<<<<

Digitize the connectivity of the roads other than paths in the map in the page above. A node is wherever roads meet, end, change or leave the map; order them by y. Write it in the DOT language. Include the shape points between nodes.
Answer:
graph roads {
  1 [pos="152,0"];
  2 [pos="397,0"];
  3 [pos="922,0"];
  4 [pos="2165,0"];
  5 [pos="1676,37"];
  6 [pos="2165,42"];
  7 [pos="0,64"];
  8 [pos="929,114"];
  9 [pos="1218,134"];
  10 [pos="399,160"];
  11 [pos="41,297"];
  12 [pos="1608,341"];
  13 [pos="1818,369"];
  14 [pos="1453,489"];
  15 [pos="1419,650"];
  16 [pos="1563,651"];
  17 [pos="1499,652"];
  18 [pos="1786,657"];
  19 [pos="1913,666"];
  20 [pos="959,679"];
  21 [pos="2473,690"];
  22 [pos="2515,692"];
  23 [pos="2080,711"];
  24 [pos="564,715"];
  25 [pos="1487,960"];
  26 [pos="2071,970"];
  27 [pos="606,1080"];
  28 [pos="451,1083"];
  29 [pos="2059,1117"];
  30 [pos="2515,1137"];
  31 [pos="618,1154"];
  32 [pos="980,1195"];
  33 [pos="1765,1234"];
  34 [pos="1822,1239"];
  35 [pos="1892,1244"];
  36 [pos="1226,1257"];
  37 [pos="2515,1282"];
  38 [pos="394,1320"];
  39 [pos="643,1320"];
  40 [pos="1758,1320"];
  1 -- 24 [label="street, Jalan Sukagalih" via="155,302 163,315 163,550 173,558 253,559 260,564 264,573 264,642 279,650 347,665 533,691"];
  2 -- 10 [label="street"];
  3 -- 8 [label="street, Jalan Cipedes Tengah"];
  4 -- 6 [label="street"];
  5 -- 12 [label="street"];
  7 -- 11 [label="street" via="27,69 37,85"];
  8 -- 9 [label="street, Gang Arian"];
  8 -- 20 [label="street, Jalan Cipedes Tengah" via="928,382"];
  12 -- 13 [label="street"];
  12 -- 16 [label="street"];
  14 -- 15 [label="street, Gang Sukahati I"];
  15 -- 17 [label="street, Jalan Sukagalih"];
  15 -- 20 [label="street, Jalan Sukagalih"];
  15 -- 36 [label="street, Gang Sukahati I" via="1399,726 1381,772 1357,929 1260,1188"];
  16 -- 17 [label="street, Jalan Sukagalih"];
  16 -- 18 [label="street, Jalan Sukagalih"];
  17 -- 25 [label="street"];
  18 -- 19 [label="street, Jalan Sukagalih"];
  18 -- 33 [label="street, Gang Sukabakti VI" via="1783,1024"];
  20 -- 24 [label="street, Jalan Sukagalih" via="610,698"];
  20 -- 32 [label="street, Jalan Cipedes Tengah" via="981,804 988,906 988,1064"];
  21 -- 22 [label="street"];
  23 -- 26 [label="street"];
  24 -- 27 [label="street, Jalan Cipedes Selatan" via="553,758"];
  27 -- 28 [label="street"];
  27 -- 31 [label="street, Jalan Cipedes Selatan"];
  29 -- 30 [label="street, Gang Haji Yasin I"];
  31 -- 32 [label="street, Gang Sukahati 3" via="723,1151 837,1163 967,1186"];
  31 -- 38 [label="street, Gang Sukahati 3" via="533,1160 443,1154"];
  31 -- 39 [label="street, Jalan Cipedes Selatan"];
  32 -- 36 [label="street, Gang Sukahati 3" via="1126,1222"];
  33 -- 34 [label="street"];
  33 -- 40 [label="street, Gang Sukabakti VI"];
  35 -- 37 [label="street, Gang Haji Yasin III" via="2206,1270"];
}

>>>>

### Action item
Find the string "Selatan" in the entries above and return each line that holds it.

### Written solution
  24 -- 27 [label="street, Jalan Cipedes Selatan" via="553,758"];
  27 -- 31 [label="street, Jalan Cipedes Selatan"];
  31 -- 39 [label="street, Jalan Cipedes Selatan"];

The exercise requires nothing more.